# What you will do:
Your answer should be the records below, written out exactly.

[Opening Material provided section]

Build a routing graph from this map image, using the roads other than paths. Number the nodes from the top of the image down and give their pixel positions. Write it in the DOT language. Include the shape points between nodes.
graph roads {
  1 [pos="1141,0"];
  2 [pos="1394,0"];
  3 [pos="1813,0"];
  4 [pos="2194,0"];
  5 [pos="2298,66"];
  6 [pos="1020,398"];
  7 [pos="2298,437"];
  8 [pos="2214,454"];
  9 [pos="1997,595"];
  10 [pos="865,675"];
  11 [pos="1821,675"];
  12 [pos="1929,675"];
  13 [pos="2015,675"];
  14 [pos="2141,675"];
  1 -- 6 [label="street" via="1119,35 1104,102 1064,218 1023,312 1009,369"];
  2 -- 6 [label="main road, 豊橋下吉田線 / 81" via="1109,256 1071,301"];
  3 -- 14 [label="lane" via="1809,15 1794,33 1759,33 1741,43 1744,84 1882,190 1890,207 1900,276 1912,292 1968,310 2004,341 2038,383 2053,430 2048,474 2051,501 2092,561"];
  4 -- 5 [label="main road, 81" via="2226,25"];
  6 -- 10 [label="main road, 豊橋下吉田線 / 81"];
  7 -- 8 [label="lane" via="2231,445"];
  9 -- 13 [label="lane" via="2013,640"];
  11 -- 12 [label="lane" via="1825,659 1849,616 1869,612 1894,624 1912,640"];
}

[Closing Material provided section]

# Your solution:
Build a routing graph from this map image, using the roads other than paths. Number the nodes from the top of the image down and give their pixel positions. Write it in the DOT language. Include the shape points between nodes.
graph roads {
  1 [pos="1141,0"];
  2 [pos="1394,0"];
  3 [pos="1813,0"];
  4 [pos="2194,0"];
  5 [pos="2298,66"];
  6 [pos="1020,398"];
  7 [pos="2298,437"];
  8 [pos="2214,454"];
  9 [pos="1997,595"];
  10 [pos="865,675"];
  11 [pos="1821,675"];
  12 [pos="1929,675"];
  13 [pos="2015,675"];
  14 [pos="2141,675"];
  1 -- 6 [label="street" via="1119,35 1104,102 1064,218 1023,312 1009,369"];
  2 -- 6 [label="main road, 豊橋下吉田線 / 81" via="1109,256 1071,301"];
  3 -- 14 [label="lane" via="1809,15 1794,33 1759,33 1741,43 1744,84 1882,190 1890,207 1900,276 1912,292 1968,310 2004,341 2038,383 2053,430 2048,474 2051,501 2092,561"];
  4 -- 5 [label="main road, 81" via="2226,25"];
  6 -- 10 [label="main road, 豊橋下吉田線 / 81"];
  7 -- 8 [label="lane" via="2231,445"];
  9 -- 13 [label="lane" via="2013,640"];
  11 -- 12 [label="lane" via="1825,659 1849,616 1869,612 1894,624 1912,640"];
}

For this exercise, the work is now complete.